Seit ich aus dem Studium raus bin, arbeite ich selbstständig in der Kulturbranche. Das sind mittlerweile mehr als 10 Jahre. Der bedeutendste Vorteil meiner Selbstständigkeit liegt darin, meiner Kreativität freien Lauf lassen zu können und meine eigenen Ideen zu verwirklichen. Für mich bedeutet das Unabhängigkeit & Freiheit.

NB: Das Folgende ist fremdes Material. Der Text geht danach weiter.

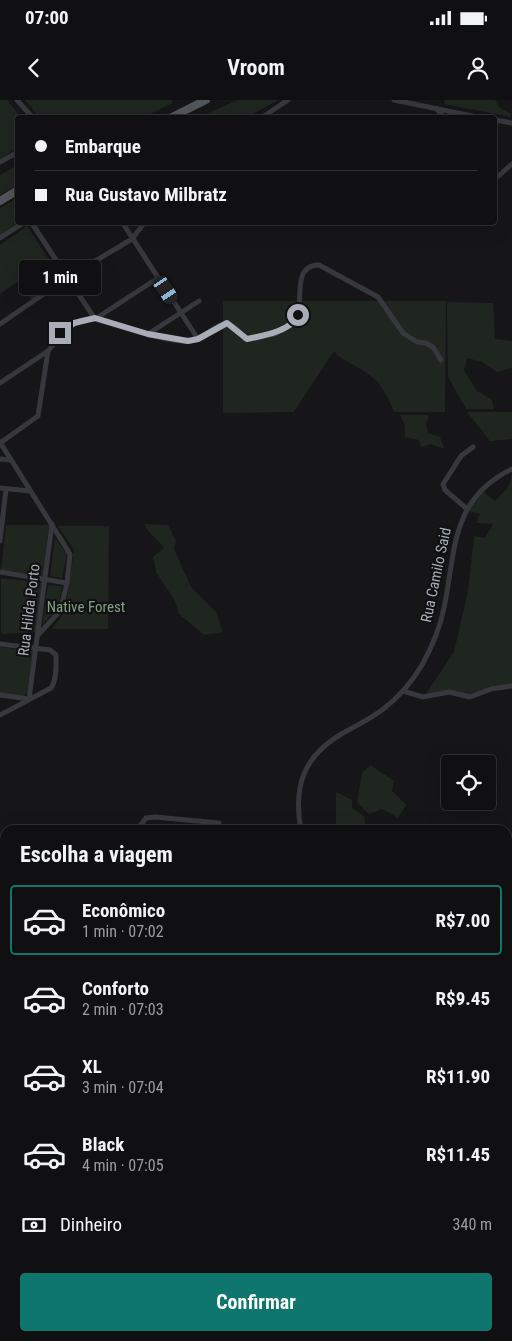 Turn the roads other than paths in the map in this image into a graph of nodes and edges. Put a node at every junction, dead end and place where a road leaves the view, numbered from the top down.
1 (17, 100) edge
2 (206, 100) edge
3 (288, 100) edge
4 (394, 100) edge
5 (437, 109) junction
6 (30, 115) edge
7 (176, 115) edge
8 (266, 115) edge
9 (442, 115) edge
10 (467, 115) edge
11 (497, 120) edge
12 (512, 123) edge
13 (15, 154) edge
14 (0, 162) edge
15 (512, 164) edge
16 (497, 177) edge
17 (15, 192) edge
18 (0, 201) edge
19 (20, 225) edge
20 (33, 225) edge
21 (124, 225) edge
22 (143, 225) edge
23 (0, 238) edge
24 (132, 238) junction
25 (67, 278) junction
26 (158, 278) junction
27 (199, 301) dead end
28 (182, 312) junction
29 (95, 318) junction
30 (0, 324) edge
31 (148, 334) junction
32 (198, 339) junction
33 (48, 351) junction
34 (441, 360) dead end
35 (0, 383) edge
36 (0, 442) edge
37 (473, 448) dead end
38 (0, 458) edge
39 (11, 460) junction
40 (512, 469) edge
41 (3, 488) edge
42 (30, 491) junction
43 (467, 509) junction
44 (52, 524) junction
45 (0, 541) edge
46 (0, 572) edge
47 (45, 579) junction
48 (67, 583) junction
49 (38, 635) junction
50 (0, 644) edge
51 (37, 648) junction
52 (512, 686) edge
53 (403, 691) junction
54 (0, 695) edge
55 (29, 699) junction
56 (0, 715) edge
57 (219, 823) dead end
58 (141, 825) edge
59 (300, 825) edge

1 - 6 street
2 - 7 main road
3 - 8 street
4 - 5 street
5 - 9 street
5 - 10 street
11 - 12 street
13 - 14 street
15 - 16 street
17 - 18 main road
19 - 23 street
20 - 25 street
21 - 24 street
22 - 24 street
24 - 25 street
24 - 26 street
25 - 29 street
25 - 30 street
26 - 28 street
26 - 29 street
27 - 28 street
28 - 31 street
28 - 32 street
29 - 31 street
29 - 33 street
31 - 32 street
32 - 34 street
33 - 35 street
33 - 36 street
36 - 39 street
37 - 43 street
38 - 39 street
39 - 42 street
40 - 43 street, Rua Camilo Said
41 - 42 street
41 - 45 street
42 - 44 street
43 - 53 street, Rua Camilo Said
44 - 47 street, Rua Hilda Porto
44 - 48 street
46 - 47 street
47 - 48 street
47 - 49 street, Rua Hilda Porto
48 - 49 street
49 - 51 street, Rua Hilda Porto
50 - 51 street
51 - 55 street, Rua Hilda Porto
51 - 55 street
52 - 53 street
53 - 59 street, Rua Camilo Said
54 - 55 street
55 - 56 street
57 - 58 street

Das Internet ist voll mit Ratgebern, Coaches und Erfolgsstorys, die 6-stellige Summen und schnellen Erfolg versprechen. Noch nie war es so leicht, sich ein Online-Business aufzubauen. Für manche reicht ein Instagram-Kanal aus. Leider ist das für mich wenig glaubwürdig und aus meinen 10 Jahren in der freien Wirtschaft kann ich diese Erfolgsstorys nicht bestätigen. Unternehmer/-in zu sein, ist hart und mit vielen Entbehrungen verbunden. Sich nachhaltig etwas aufzubauen, langfristigen Erfolg zu haben und/oder eine starke Marke zu werden, kostet Zeit. Das geht nicht über Nacht und schon gar nicht mit einer x-beliebigen Methode, wie sie uns diverse Marketingexperten gerne versprechen. Es gibt kein Patentrezept. Es steckt viel Arbeit, Herzblut, Konsequenz und Energie in einem erfolgreichen Geschäftsmodell. Die kreativen Berufe unterscheiden sich dabei gar nicht sonderlich von anderen Berufsgruppen. Mindestens 80 % unserer Zeit verbringen auch wir Kreativschaffenden mit organisatorischen Dingen, der Vermarktung und Akquise, sowie der Erstellung von Inhalten, Netzwerken und Co. Wir sind häufig Solopreneure im kreativen Bereich. Da wir alle Aufgabenbereiche selbst übernehmen, von der Werbung bis zur Buchhaltung, sind wir in der Lage, uns innerhalb kurzer Zeit viel Wissen in den unterschiedlichsten Bereichen anzueignen. Learning by doing, aus der Praxis heraus. Darin liegt bei genauerer Betrachtung sehr viel Potenzial.
Ich sehe beträchtliche Chancen darin, unkonventionelle Wege und künstlerische Herangehensweisen zu wählen, welche frischen Wind in unsere lineare Wirtschaft bringen. Mein Ansatz ist es, die beiden Welten „Kunst“ und „Wirtschaft“ miteinander in Einklang zu bringen.